**What is required:**
Here are some entries. Print them exactly as they are.

◇ ◇ ◇ ◇

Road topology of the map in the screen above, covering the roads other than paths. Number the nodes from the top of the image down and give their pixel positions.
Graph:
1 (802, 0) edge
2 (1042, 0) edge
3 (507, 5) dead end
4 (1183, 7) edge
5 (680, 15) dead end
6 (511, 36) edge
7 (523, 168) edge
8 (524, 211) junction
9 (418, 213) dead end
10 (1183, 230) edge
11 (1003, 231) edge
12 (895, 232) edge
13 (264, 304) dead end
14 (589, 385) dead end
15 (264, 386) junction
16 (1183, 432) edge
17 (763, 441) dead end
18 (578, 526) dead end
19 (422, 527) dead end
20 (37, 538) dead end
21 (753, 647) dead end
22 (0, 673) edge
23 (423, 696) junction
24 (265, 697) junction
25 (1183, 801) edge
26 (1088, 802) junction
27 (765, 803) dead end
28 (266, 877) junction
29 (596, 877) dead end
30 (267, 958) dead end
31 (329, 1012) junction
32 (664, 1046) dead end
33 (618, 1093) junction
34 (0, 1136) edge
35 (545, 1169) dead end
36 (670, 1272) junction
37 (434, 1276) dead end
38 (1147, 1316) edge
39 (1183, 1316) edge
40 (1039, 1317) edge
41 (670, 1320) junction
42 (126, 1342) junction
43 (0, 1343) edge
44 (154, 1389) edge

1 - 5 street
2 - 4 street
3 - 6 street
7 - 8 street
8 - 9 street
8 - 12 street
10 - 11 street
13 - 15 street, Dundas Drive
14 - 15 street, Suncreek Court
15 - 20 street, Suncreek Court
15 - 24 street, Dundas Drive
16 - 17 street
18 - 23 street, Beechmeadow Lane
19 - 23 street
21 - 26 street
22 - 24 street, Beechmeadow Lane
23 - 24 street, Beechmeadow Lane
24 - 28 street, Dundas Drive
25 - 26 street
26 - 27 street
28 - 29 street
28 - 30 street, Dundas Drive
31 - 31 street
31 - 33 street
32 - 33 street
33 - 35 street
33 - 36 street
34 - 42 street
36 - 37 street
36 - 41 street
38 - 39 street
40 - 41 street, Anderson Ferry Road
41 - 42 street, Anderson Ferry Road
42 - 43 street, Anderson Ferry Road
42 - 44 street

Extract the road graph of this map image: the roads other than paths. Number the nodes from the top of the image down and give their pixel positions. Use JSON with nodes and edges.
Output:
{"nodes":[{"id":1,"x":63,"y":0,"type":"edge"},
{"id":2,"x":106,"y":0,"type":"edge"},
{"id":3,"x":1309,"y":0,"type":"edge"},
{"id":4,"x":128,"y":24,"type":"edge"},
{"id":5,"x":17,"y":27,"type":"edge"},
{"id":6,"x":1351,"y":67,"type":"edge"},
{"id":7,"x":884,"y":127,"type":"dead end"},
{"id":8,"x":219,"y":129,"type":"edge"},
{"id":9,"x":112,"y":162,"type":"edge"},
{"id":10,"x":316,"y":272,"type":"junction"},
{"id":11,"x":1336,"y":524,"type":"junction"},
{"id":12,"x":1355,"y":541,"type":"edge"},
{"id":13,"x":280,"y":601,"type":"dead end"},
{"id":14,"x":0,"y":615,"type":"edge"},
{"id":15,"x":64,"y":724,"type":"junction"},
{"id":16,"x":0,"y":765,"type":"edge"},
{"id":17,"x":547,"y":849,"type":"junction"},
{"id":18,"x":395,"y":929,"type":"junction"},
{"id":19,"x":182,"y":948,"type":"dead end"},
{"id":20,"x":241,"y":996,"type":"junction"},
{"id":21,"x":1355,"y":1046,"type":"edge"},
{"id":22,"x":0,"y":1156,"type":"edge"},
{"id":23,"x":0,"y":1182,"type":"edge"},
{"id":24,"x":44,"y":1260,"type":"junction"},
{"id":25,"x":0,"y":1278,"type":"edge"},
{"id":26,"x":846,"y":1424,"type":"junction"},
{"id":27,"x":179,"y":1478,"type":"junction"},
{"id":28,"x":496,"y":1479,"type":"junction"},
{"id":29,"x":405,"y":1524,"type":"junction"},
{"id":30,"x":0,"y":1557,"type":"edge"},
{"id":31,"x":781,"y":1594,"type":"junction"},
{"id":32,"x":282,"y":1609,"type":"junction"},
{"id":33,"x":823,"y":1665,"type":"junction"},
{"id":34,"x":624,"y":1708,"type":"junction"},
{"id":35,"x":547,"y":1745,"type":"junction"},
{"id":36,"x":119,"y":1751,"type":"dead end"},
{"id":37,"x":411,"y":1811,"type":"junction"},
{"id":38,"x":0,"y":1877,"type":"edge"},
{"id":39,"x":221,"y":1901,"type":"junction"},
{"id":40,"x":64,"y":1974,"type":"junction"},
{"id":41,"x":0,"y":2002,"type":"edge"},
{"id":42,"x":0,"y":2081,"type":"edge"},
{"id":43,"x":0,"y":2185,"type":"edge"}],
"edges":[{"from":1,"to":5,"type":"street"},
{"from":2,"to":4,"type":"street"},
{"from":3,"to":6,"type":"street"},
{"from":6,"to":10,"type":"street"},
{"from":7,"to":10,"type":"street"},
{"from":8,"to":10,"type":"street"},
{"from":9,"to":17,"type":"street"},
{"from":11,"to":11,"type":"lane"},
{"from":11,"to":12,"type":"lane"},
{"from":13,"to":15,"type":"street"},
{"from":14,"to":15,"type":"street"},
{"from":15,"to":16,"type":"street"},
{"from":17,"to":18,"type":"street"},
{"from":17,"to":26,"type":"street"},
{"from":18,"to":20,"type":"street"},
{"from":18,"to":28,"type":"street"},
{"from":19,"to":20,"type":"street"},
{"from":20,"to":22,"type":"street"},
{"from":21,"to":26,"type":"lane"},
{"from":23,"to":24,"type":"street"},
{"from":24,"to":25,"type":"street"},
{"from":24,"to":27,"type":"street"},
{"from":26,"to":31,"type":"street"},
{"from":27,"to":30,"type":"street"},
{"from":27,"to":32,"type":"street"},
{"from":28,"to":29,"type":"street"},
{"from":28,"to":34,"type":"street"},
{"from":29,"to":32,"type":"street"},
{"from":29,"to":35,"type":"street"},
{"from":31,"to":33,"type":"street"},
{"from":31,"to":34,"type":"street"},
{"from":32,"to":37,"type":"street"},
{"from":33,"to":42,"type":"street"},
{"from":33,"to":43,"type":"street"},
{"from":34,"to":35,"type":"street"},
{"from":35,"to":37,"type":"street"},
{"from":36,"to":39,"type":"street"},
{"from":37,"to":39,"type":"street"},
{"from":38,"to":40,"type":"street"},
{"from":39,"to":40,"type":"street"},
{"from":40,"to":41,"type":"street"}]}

◇ ◇ ◇ ◇

**Solution to this task:**
Road topology of the map in the screen above, covering the roads other than paths. Number the nodes from the top of the image down and give their pixel positions.
Graph:
1 (802, 0) edge
2 (1042, 0) edge
3 (507, 5) dead end
4 (1183, 7) edge
5 (680, 15) dead end
6 (511, 36) edge
7 (523, 168) edge
8 (524, 211) junction
9 (418, 213) dead end
10 (1183, 230) edge
11 (1003, 231) edge
12 (895, 232) edge
13 (264, 304) dead end
14 (589, 385) dead end
15 (264, 386) junction
16 (1183, 432) edge
17 (763, 441) dead end
18 (578, 526) dead end
19 (422, 527) dead end
20 (37, 538) dead end
21 (753, 647) dead end
22 (0, 673) edge
23 (423, 696) junction
24 (265, 697) junction
25 (1183, 801) edge
26 (1088, 802) junction
27 (765, 803) dead end
28 (266, 877) junction
29 (596, 877) dead end
30 (267, 958) dead end
31 (329, 1012) junction
32 (664, 1046) dead end
33 (618, 1093) junction
34 (0, 1136) edge
35 (545, 1169) dead end
36 (670, 1272) junction
37 (434, 1276) dead end
38 (1147, 1316) edge
39 (1183, 1316) edge
40 (1039, 1317) edge
41 (670, 1320) junction
42 (126, 1342) junction
43 (0, 1343) edge
44 (154, 1389) edge

1 - 5 street
2 - 4 street
3 - 6 street
7 - 8 street
8 - 9 street
8 - 12 street
10 - 11 street
13 - 15 street, Dundas Drive
14 - 15 street, Suncreek Court
15 - 20 street, Suncreek Court
15 - 24 street, Dundas Drive
16 - 17 street
18 - 23 street, Beechmeadow Lane
19 - 23 street
21 - 26 street
22 - 24 street, Beechmeadow Lane
23 - 24 street, Beechmeadow Lane
24 - 28 street, Dundas Drive
25 - 26 street
26 - 27 street
28 - 29 street
28 - 30 street, Dundas Drive
31 - 31 street
31 - 33 street
32 - 33 street
33 - 35 street
33 - 36 street
34 - 42 street
36 - 37 street
36 - 41 street
38 - 39 street
40 - 41 street, Anderson Ferry Road
41 - 42 street, Anderson Ferry Road
42 - 43 street, Anderson Ferry Road
42 - 44 street

Extract the road graph of this map image: the roads other than paths. Number the nodes from the top of the image down and give their pixel positions. Use JSON with nodes and edges.
Output:
{"nodes":[{"id":1,"x":63,"y":0,"type":"edge"},
{"id":2,"x":106,"y":0,"type":"edge"},
{"id":3,"x":1309,"y":0,"type":"edge"},
{"id":4,"x":128,"y":24,"type":"edge"},
{"id":5,"x":17,"y":27,"type":"edge"},
{"id":6,"x":1351,"y":67,"type":"edge"},
{"id":7,"x":884,"y":127,"type":"dead end"},
{"id":8,"x":219,"y":129,"type":"edge"},
{"id":9,"x":112,"y":162,"type":"edge"},
{"id":10,"x":316,"y":272,"type":"junction"},
{"id":11,"x":1336,"y":524,"type":"junction"},
{"id":12,"x":1355,"y":541,"type":"edge"},
{"id":13,"x":280,"y":601,"type":"dead end"},
{"id":14,"x":0,"y":615,"type":"edge"},
{"id":15,"x":64,"y":724,"type":"junction"},
{"id":16,"x":0,"y":765,"type":"edge"},
{"id":17,"x":547,"y":849,"type":"junction"},
{"id":18,"x":395,"y":929,"type":"junction"},
{"id":19,"x":182,"y":948,"type":"dead end"},
{"id":20,"x":241,"y":996,"type":"junction"},
{"id":21,"x":1355,"y":1046,"type":"edge"},
{"id":22,"x":0,"y":1156,"type":"edge"},
{"id":23,"x":0,"y":1182,"type":"edge"},
{"id":24,"x":44,"y":1260,"type":"junction"},
{"id":25,"x":0,"y":1278,"type":"edge"},
{"id":26,"x":846,"y":1424,"type":"junction"},
{"id":27,"x":179,"y":1478,"type":"junction"},
{"id":28,"x":496,"y":1479,"type":"junction"},
{"id":29,"x":405,"y":1524,"type":"junction"},
{"id":30,"x":0,"y":1557,"type":"edge"},
{"id":31,"x":781,"y":1594,"type":"junction"},
{"id":32,"x":282,"y":1609,"type":"junction"},
{"id":33,"x":823,"y":1665,"type":"junction"},
{"id":34,"x":624,"y":1708,"type":"junction"},
{"id":35,"x":547,"y":1745,"type":"junction"},
{"id":36,"x":119,"y":1751,"type":"dead end"},
{"id":37,"x":411,"y":1811,"type":"junction"},
{"id":38,"x":0,"y":1877,"type":"edge"},
{"id":39,"x":221,"y":1901,"type":"junction"},
{"id":40,"x":64,"y":1974,"type":"junction"},
{"id":41,"x":0,"y":2002,"type":"edge"},
{"id":42,"x":0,"y":2081,"type":"edge"},
{"id":43,"x":0,"y":2185,"type":"edge"}],
"edges":[{"from":1,"to":5,"type":"street"},
{"from":2,"to":4,"type":"street"},
{"from":3,"to":6,"type":"street"},
{"from":6,"to":10,"type":"street"},
{"from":7,"to":10,"type":"street"},
{"from":8,"to":10,"type":"street"},
{"from":9,"to":17,"type":"street"},
{"from":11,"to":11,"type":"lane"},
{"from":11,"to":12,"type":"lane"},
{"from":13,"to":15,"type":"street"},
{"from":14,"to":15,"type":"street"},
{"from":15,"to":16,"type":"street"},
{"from":17,"to":18,"type":"street"},
{"from":17,"to":26,"type":"street"},
{"from":18,"to":20,"type":"street"},
{"from":18,"to":28,"type":"street"},
{"from":19,"to":20,"type":"street"},
{"from":20,"to":22,"type":"street"},
{"from":21,"to":26,"type":"lane"},
{"from":23,"to":24,"type":"street"},
{"from":24,"to":25,"type":"street"},
{"from":24,"to":27,"type":"street"},
{"from":26,"to":31,"type":"street"},
{"from":27,"to":30,"type":"street"},
{"from":27,"to":32,"type":"street"},
{"from":28,"to":29,"type":"street"},
{"from":28,"to":34,"type":"street"},
{"from":29,"to":32,"type":"street"},
{"from":29,"to":35,"type":"street"},
{"from":31,"to":33,"type":"street"},
{"from":31,"to":34,"type":"street"},
{"from":32,"to":37,"type":"street"},
{"from":33,"to":42,"type":"street"},
{"from":33,"to":43,"type":"street"},
{"from":34,"to":35,"type":"street"},
{"from":35,"to":37,"type":"street"},
{"from":36,"to":39,"type":"street"},
{"from":37,"to":39,"type":"street"},
{"from":38,"to":40,"type":"street"},
{"from":39,"to":40,"type":"street"},
{"from":40,"to":41,"type":"street"}]}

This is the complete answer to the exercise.